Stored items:
◆ ◆ ◆

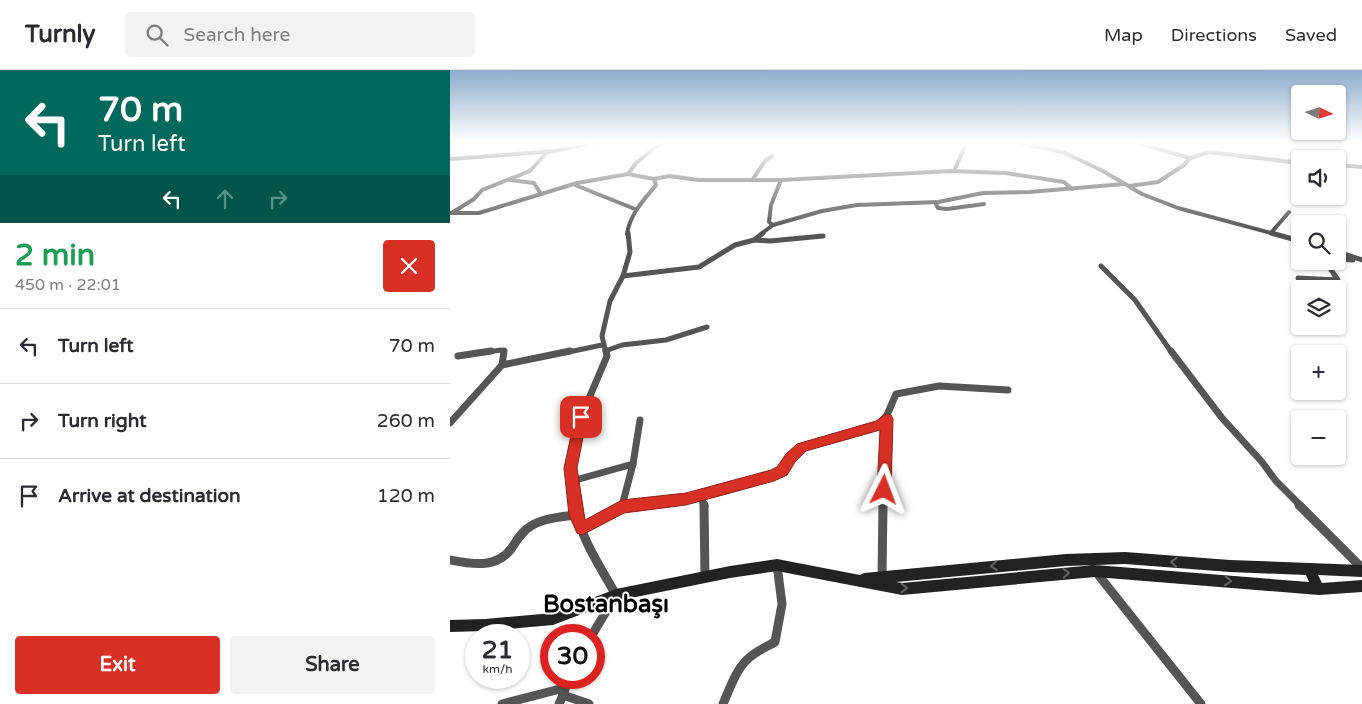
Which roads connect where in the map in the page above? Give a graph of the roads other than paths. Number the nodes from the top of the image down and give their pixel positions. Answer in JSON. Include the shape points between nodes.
{"nodes":[{"id":1,"x":528,"y":172,"type":"edge"},
{"id":2,"x":758,"y":172,"type":"edge"},
{"id":3,"x":944,"y":172,"type":"edge"},
{"id":4,"x":969,"y":172,"type":"edge"},
{"id":5,"x":1104,"y":172,"type":"edge"},
{"id":6,"x":1174,"y":172,"type":"edge"},
{"id":7,"x":628,"y":174,"type":"joint"},
{"id":8,"x":654,"y":179,"type":"junction"},
{"id":9,"x":753,"y":179,"type":"junction"},
{"id":10,"x":510,"y":180,"type":"junction"},
{"id":11,"x":781,"y":180,"type":"junction"},
{"id":12,"x":574,"y":184,"type":"junction"},
{"id":13,"x":1124,"y":184,"type":"junction"},
{"id":14,"x":1129,"y":186,"type":"junction"},
{"id":15,"x":1072,"y":189,"type":"junction"},
{"id":16,"x":541,"y":194,"type":"junction"},
{"id":17,"x":934,"y":202,"type":"junction"},
{"id":18,"x":984,"y":204,"type":"dead end"},
{"id":19,"x":635,"y":209,"type":"junction"},
{"id":20,"x":1289,"y":212,"type":"dead end"},
{"id":21,"x":452,"y":213,"type":"edge"},
{"id":22,"x":773,"y":225,"type":"junction"},
{"id":23,"x":1271,"y":233,"type":"junction"},
{"id":24,"x":823,"y":236,"type":"dead end"},
{"id":25,"x":1291,"y":239,"type":"edge"},
{"id":26,"x":754,"y":240,"type":"junction"},
{"id":27,"x":1346,"y":255,"type":"edge"},
{"id":28,"x":1346,"y":259,"type":"edge"},
{"id":29,"x":1362,"y":260,"type":"edge"},
{"id":30,"x":1101,"y":266,"type":"dead end"},
{"id":31,"x":1331,"y":270,"type":"edge"},
{"id":32,"x":623,"y":276,"type":"junction"},
{"id":33,"x":1298,"y":278,"type":"dead end"},
{"id":34,"x":707,"y":327,"type":"dead end"},
{"id":35,"x":604,"y":348,"type":"junction"},
{"id":36,"x":458,"y":356,"type":"dead end"},
{"id":37,"x":502,"y":365,"type":"junction"},
{"id":38,"x":1008,"y":390,"type":"dead end"},
{"id":39,"x":450,"y":413,"type":"edge"},
{"id":40,"x":460,"y":413,"type":"junction"},
{"id":41,"x":886,"y":419,"type":"junction"},
{"id":42,"x":640,"y":420,"type":"dead end"},
{"id":43,"x":450,"y":423,"type":"edge"},
{"id":44,"x":633,"y":464,"type":"junction"},
{"id":45,"x":572,"y":481,"type":"junction"},
{"id":46,"x":699,"y":495,"type":"junction"},
{"id":47,"x":622,"y":507,"type":"junction"},
{"id":48,"x":576,"y":515,"type":"junction"},
{"id":49,"x":582,"y":529,"type":"junction"},
{"id":50,"x":450,"y":560,"type":"edge"},
{"id":51,"x":777,"y":565,"type":"junction"},
{"id":52,"x":1095,"y":565,"type":"junction"},
{"id":53,"x":1362,"y":570,"type":"edge"},
{"id":54,"x":1310,"y":571,"type":"junction"},
{"id":55,"x":706,"y":577,"type":"junction"},
{"id":56,"x":882,"y":577,"type":"junction"},
{"id":57,"x":856,"y":580,"type":"junction"},
{"id":58,"x":1362,"y":586,"type":"edge"},
{"id":59,"x":1319,"y":589,"type":"junction"},
{"id":60,"x":616,"y":595,"type":"junction"},
{"id":61,"x":599,"y":624,"type":"edge"},
{"id":62,"x":450,"y":626,"type":"edge"},
{"id":63,"x":562,"y":696,"type":"edge"},
{"id":64,"x":502,"y":704,"type":"edge"},
{"id":65,"x":590,"y":704,"type":"edge"},
{"id":66,"x":723,"y":704,"type":"edge"},
{"id":67,"x":1200,"y":704,"type":"edge"}],
"edges":[{"from":1,"to":10,"type":"street"},
{"from":2,"to":9,"type":"street"},
{"from":3,"to":11,"type":"street"},
{"from":4,"to":15,"type":"street","via":[[1056,180]]},
{"from":5,"to":13,"type":"street"},
{"from":6,"to":14,"type":"street","via":[[1158,182]]},
{"from":7,"to":8,"type":"street"},
{"from":7,"to":12,"type":"street"},
{"from":8,"to":9,"type":"street","via":[[669,176],[699,180]]},
{"from":8,"to":19,"type":"street","via":[[655,188]]},
{"from":9,"to":11,"type":"street"},
{"from":10,"to":16,"type":"street","via":[[534,183]]},
{"from":10,"to":21,"type":"street","via":[[482,190]]},
{"from":11,"to":22,"type":"street","via":[[768,213],[769,222]]},
{"from":12,"to":16,"type":"street"},
{"from":12,"to":19,"type":"street"},
{"from":13,"to":14,"type":"street"},
{"from":13,"to":15,"type":"street"},
{"from":14,"to":23,"type":"street","via":[[1178,208]]},
{"from":15,"to":17,"type":"street","via":[[982,193]]},
{"from":16,"to":21,"type":"street","via":[[479,213]]},
{"from":17,"to":18,"type":"street","via":[[938,208],[947,209]]},
{"from":17,"to":22,"type":"street","via":[[857,205]]},
{"from":19,"to":32,"type":"street","via":[[629,223],[627,238],[630,252]]},
{"from":20,"to":23,"type":"street"},
{"from":22,"to":26,"type":"street"},
{"from":23,"to":25,"type":"street"},
{"from":24,"to":26,"type":"street"},
{"from":26,"to":32,"type":"street","via":[[735,245],[690,270]]},
{"from":27,"to":29,"type":"street"},
{"from":28,"to":29,"type":"street"},
{"from":30,"to":53,"type":"street","via":[[1139,304],[1216,409],[1266,465],[1276,481]]},
{"from":31,"to":33,"type":"street","via":[[1338,280]]},
{"from":32,"to":35,"type":"street","via":[[610,301],[602,336]]},
{"from":34,"to":35,"type":"street","via":[[666,340]]},
{"from":35,"to":37,"type":"street"},
{"from":35,"to":45,"type":"street","via":[[607,356],[581,417],[570,468]]},
{"from":36,"to":37,"type":"street","via":[[501,350],[504,351]]},
{"from":37,"to":40,"type":"street"},
{"from":38,"to":41,"type":"street","via":[[940,386],[896,394]]},
{"from":39,"to":40,"type":"street"},
{"from":40,"to":43,"type":"street"},
{"from":41,"to":46,"type":"street","via":[[880,425],[802,447],[782,471],[774,475]]},
{"from":41,"to":56,"type":"street"},
{"from":42,"to":44,"type":"street"},
{"from":44,"to":45,"type":"street"},
{"from":44,"to":47,"type":"street"},
{"from":45,"to":48,"type":"street"},
{"from":46,"to":47,"type":"street"},
{"from":46,"to":55,"type":"street","via":[[705,506]]},
{"from":47,"to":49,"type":"street"},
{"from":48,"to":49,"type":"street"},
{"from":48,"to":50,"type":"street","via":[[548,518],[530,526],[495,563],[471,564]]},
{"from":49,"to":60,"type":"street"},
{"from":51,"to":55,"type":"main road"},
{"from":51,"to":57,"type":"main road"},
{"from":51,"to":66,"type":"street","via":[[782,593],[780,625],[775,642],[754,653],[744,663]]},
{"from":54,"to":52,"type":"main road","one_way":true,"via":[[1125,558]]},
{"from":52,"to":56,"type":"main road","one_way":true},
{"from":57,"to":52,"type":"main road","one_way":true,"via":[[902,589]]},
{"from":52,"to":59,"type":"main road","one_way":true},
{"from":52,"to":67,"type":"street"},
{"from":53,"to":54,"type":"main road"},
{"from":54,"to":59,"type":"main road"},
{"from":55,"to":60,"type":"main road"},
{"from":56,"to":57,"type":"main road"},
{"from":58,"to":59,"type":"main road"},
{"from":60,"to":61,"type":"street"},
{"from":60,"to":62,"type":"main road","via":[[553,619]]},
{"from":63,"to":64,"type":"street"},
{"from":63,"to":65,"type":"street"}]}
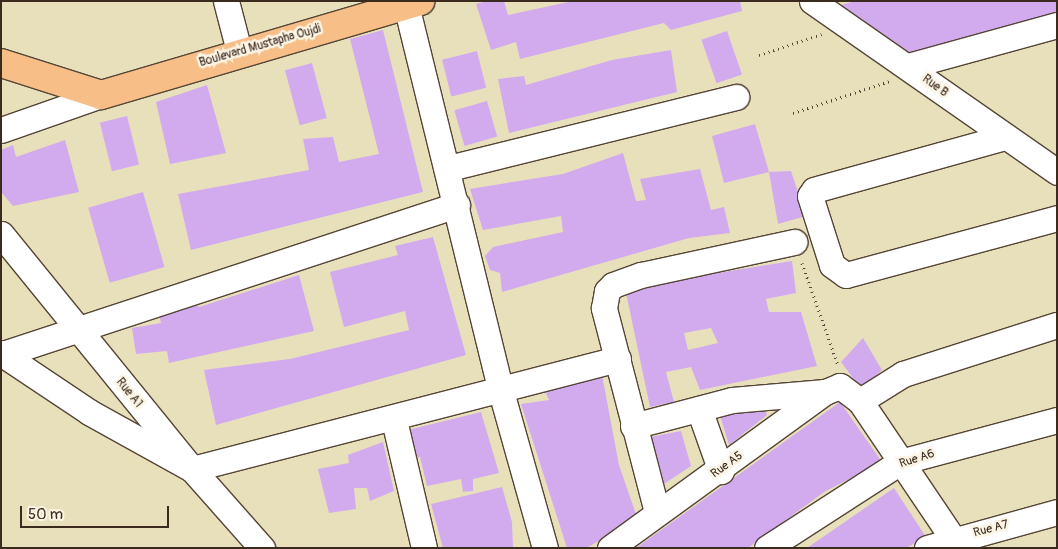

◆ ◆ ◆

** Aim of the task **
Wherever the string "dead" appears in the data above, copy the line it sits in.

** Response to this exercise **
{"id":18,"x":984,"y":204,"type":"dead end"},
{"id":20,"x":1289,"y":212,"type":"dead end"},
{"id":24,"x":823,"y":236,"type":"dead end"},
{"id":30,"x":1101,"y":266,"type":"dead end"},
{"id":33,"x":1298,"y":278,"type":"dead end"},
{"id":34,"x":707,"y":327,"type":"dead end"},
{"id":36,"x":458,"y":356,"type":"dead end"},
{"id":38,"x":1008,"y":390,"type":"dead end"},
{"id":42,"x":640,"y":420,"type":"dead end"},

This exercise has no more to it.